§ **Data to examine**
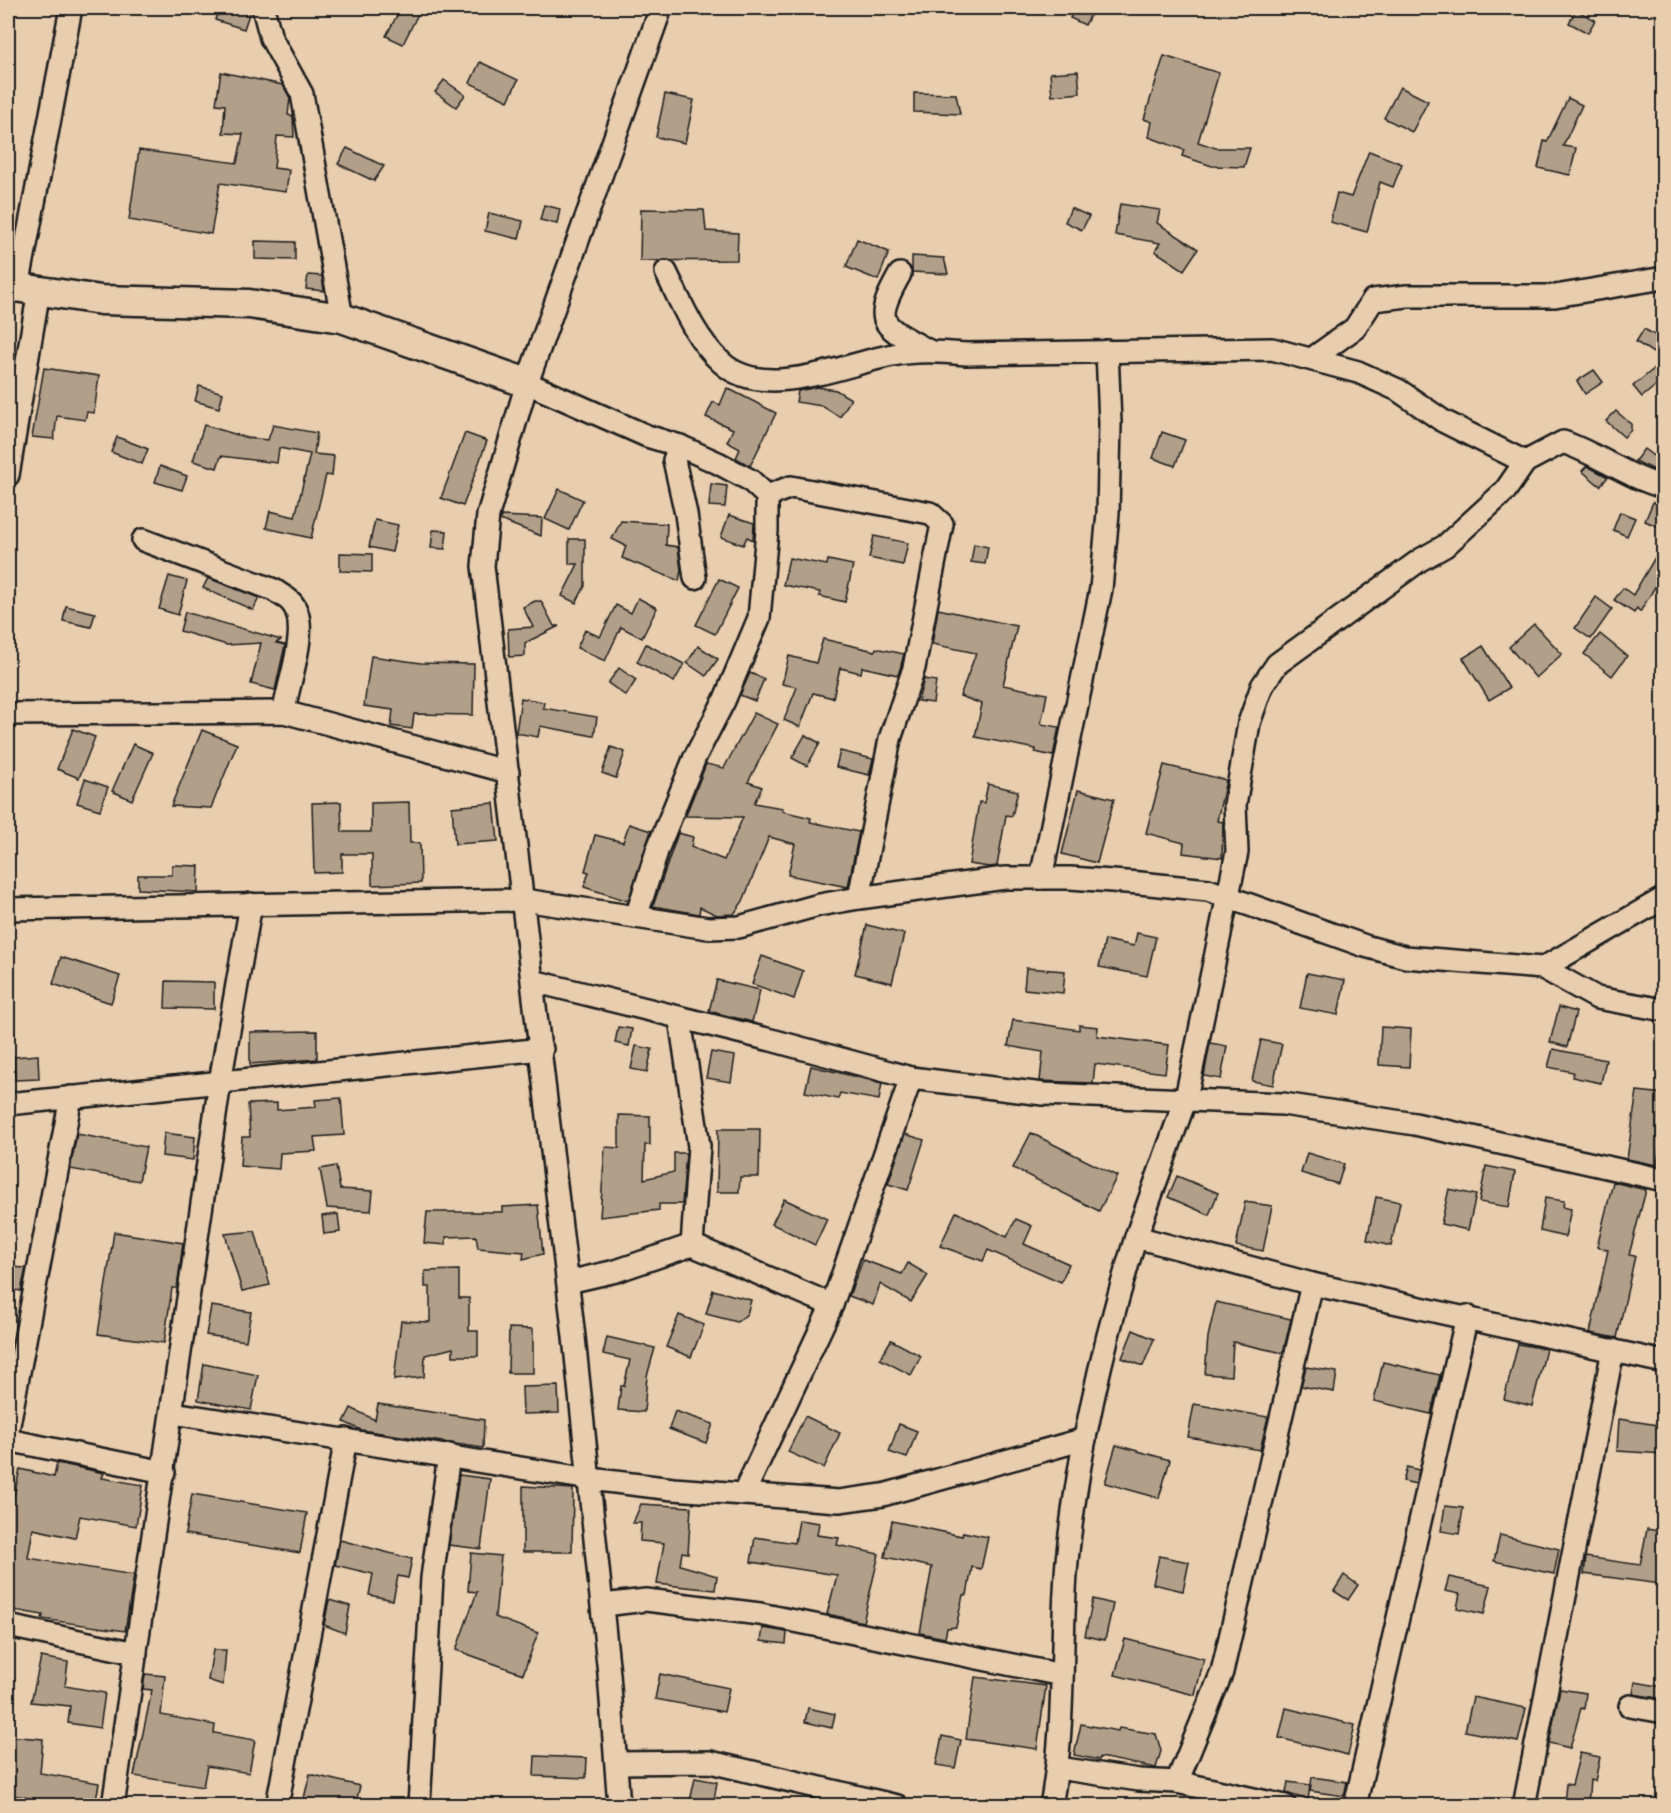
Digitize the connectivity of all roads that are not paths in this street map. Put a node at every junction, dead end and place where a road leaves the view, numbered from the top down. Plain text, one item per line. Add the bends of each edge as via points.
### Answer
1 (71, 8) edge
2 (263, 8) edge
3 (661, 8) edge
4 (666, 272) dead end
5 (900, 274) dead end
6 (1664, 278) edge
7 (22, 288) edge
8 (342, 318) junction
9 (929, 351) junction
10 (1107, 351) junction
11 (1313, 358) junction
12 (528, 382) junction
13 (680, 446) junction
14 (1525, 462) junction
15 (8, 475) edge
16 (1664, 487) edge
17 (767, 496) junction
18 (143, 540) dead end
19 (695, 578) dead end
20 (284, 712) junction
21 (8, 714) edge
22 (508, 772) junction
23 (1041, 878) junction
24 (1229, 896) junction
25 (859, 898) junction
26 (1664, 898) edge
27 (524, 900) junction
28 (251, 904) junction
29 (8, 909) edge
30 (636, 917) junction
31 (1543, 968) junction
32 (533, 981) junction
33 (1664, 1011) edge
34 (680, 1019) junction
35 (542, 1049) junction
36 (911, 1078) junction
37 (220, 1082) junction
38 (71, 1097) junction
39 (1186, 1098) junction
40 (8, 1104) edge
41 (1664, 1179) edge
42 (1136, 1237) junction
43 (692, 1245) junction
44 (568, 1282) junction
45 (1312, 1284) junction
46 (832, 1305) junction
47 (1467, 1316) junction
48 (1613, 1350) junction
49 (1664, 1362) edge
50 (173, 1413) junction
51 (8, 1430) edge
52 (345, 1439) junction
53 (1085, 1439) junction
54 (8, 1440) edge
55 (449, 1455) junction
56 (164, 1472) junction
57 (590, 1479) junction
58 (744, 1493) junction
59 (603, 1605) junction
60 (8, 1626) edge
61 (136, 1653) junction
62 (1062, 1675) junction
63 (1630, 1706) dead end
64 (1664, 1712) edge
65 (617, 1762) junction
66 (1058, 1768) junction
67 (1177, 1782) junction
68 (1256, 1802) edge
69 (113, 1806) edge
70 (277, 1806) edge
71 (419, 1806) edge
72 (619, 1806) edge
73 (897, 1806) edge
74 (1051, 1806) edge
75 (1285, 1806) edge
76 (1355, 1806) edge
77 (1524, 1806) edge

1 - 7 street
2 - 8 street via 271,38 302,94
3 - 12 street
4 - 9 street via 689,320 721,362 741,376 764,380 789,378
5 - 9 street via 884,302 884,321 890,329
6 - 11 street via 1555,296 1407,296 1372,300 1355,328
7 - 8 street via 101,300 249,304
7 - 15 street
8 - 12 street
9 - 10 street
10 - 11 street via 1272,349
10 - 23 street via 1108,513 1101,589
11 - 14 street via 1398,390 1443,422
12 - 13 street via 647,436
12 - 22 street via 489,515 483,566
13 - 17 street via 750,480
13 - 19 street via 674,460
14 - 16 street via 1563,442 1593,452 1616,468
14 - 24 street via 1505,491 1445,546 1277,664 1262,686 1249,723 1235,805 1237,852
17 - 25 street via 791,487 930,513 942,524 914,668 890,739
17 - 30 street via 759,618 695,757 658,848
18 - 20 street via 274,590 292,602 300,637
20 - 21 street
20 - 22 street
22 - 27 street
23 - 24 street via 1174,886
23 - 25 street via 1005,878
24 - 31 street via 1405,957
24 - 39 street
25 - 30 street via 739,927 708,928
26 - 31 street
27 - 28 street
27 - 30 street
27 - 32 street
28 - 29 street
28 - 37 street
31 - 33 street via 1597,998
32 - 34 street
32 - 35 street
34 - 36 street
34 - 43 street via 699,1146
35 - 37 street
35 - 44 street
36 - 39 street via 1043,1095
36 - 46 street
37 - 38 street
37 - 50 street
38 - 40 street
38 - 51 street
39 - 41 street via 1283,1104 1415,1124
39 - 42 street
42 - 45 street
42 - 53 street via 1101,1354
43 - 44 street via 616,1271
43 - 46 street
44 - 57 street
45 - 47 street
45 - 67 street via 1222,1672
46 - 58 street
47 - 48 street
47 - 76 street
48 - 49 street
48 - 77 street
50 - 52 street
50 - 56 street
52 - 55 street
52 - 70 street
53 - 58 street via 883,1495 839,1501
53 - 62 street via 1068,1557
54 - 56 street
55 - 57 street
55 - 71 street via 432,1578
56 - 61 street
57 - 58 street
57 - 59 street
59 - 62 street via 646,1600 760,1614
59 - 65 street
60 - 61 street
61 - 69 street
62 - 66 street
63 - 64 street
65 - 72 street
65 - 73 street via 710,1762
66 - 67 street
66 - 74 street
67 - 68 street
68 - 75 street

§ **Exercise prompt**
Within the material, find all lines that hold the word "dead" and show them.

§ **The completed task**
Digitize the connectivity of all roads that are not paths in this street map. Put a node at every junction, dead end and place where a road leaves the view, numbered from the top down. Plain text, one item per line. Add the bends of each edge as via points.
4 (666, 272) dead end
5 (900, 274) dead end
18 (143, 540) dead end
19 (695, 578) dead end
63 (1630, 1706) dead end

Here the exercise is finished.